● Given data
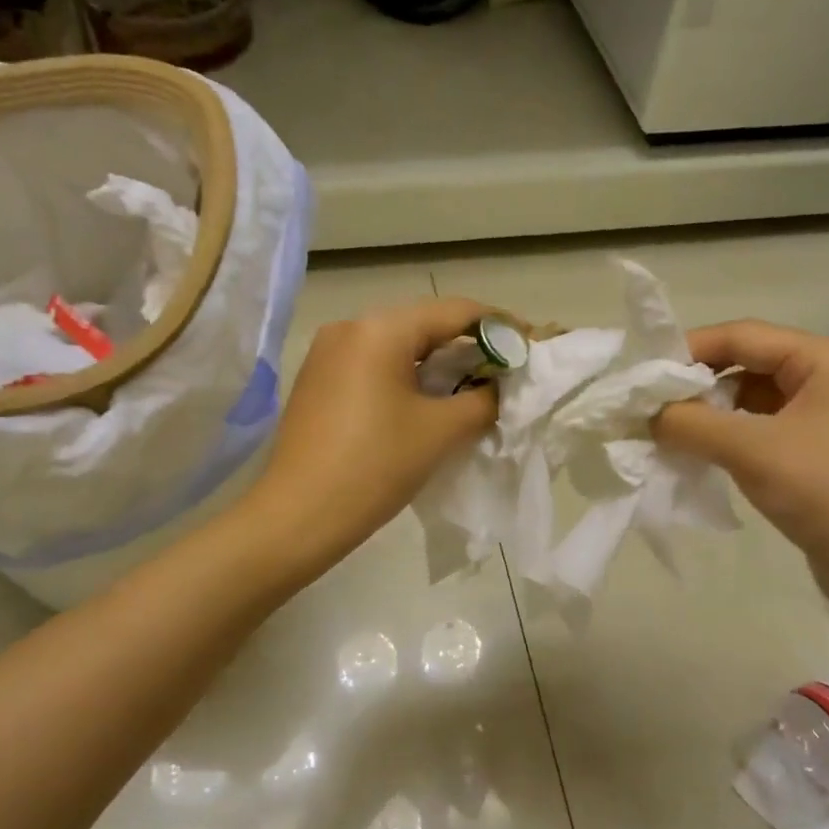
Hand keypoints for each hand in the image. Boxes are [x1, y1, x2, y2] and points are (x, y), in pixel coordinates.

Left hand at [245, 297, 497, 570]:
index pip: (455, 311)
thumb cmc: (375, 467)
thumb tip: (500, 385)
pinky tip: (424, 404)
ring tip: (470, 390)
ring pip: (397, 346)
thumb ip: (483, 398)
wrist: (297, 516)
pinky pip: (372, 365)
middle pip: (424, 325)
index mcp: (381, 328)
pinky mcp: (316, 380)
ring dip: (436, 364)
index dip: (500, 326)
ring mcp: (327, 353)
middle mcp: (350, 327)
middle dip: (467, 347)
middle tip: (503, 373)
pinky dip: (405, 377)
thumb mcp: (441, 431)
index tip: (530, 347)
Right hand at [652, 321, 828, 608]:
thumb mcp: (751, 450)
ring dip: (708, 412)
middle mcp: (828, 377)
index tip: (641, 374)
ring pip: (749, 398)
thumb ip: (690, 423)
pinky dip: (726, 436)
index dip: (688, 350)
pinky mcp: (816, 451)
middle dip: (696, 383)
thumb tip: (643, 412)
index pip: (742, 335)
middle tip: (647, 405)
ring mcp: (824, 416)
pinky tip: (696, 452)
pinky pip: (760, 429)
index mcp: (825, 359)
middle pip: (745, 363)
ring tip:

● Task requirements
Using the records above, find and show each line with the string "thumb".

● Your response
thumb cmc: (375, 467)
thumb tip: (500, 385)
thumb ip: (483, 398)
thumb mcp: (441, 431)
thumb mcp: (751, 450)
thumb ip: (690, 423)
thumb tip: (643, 412)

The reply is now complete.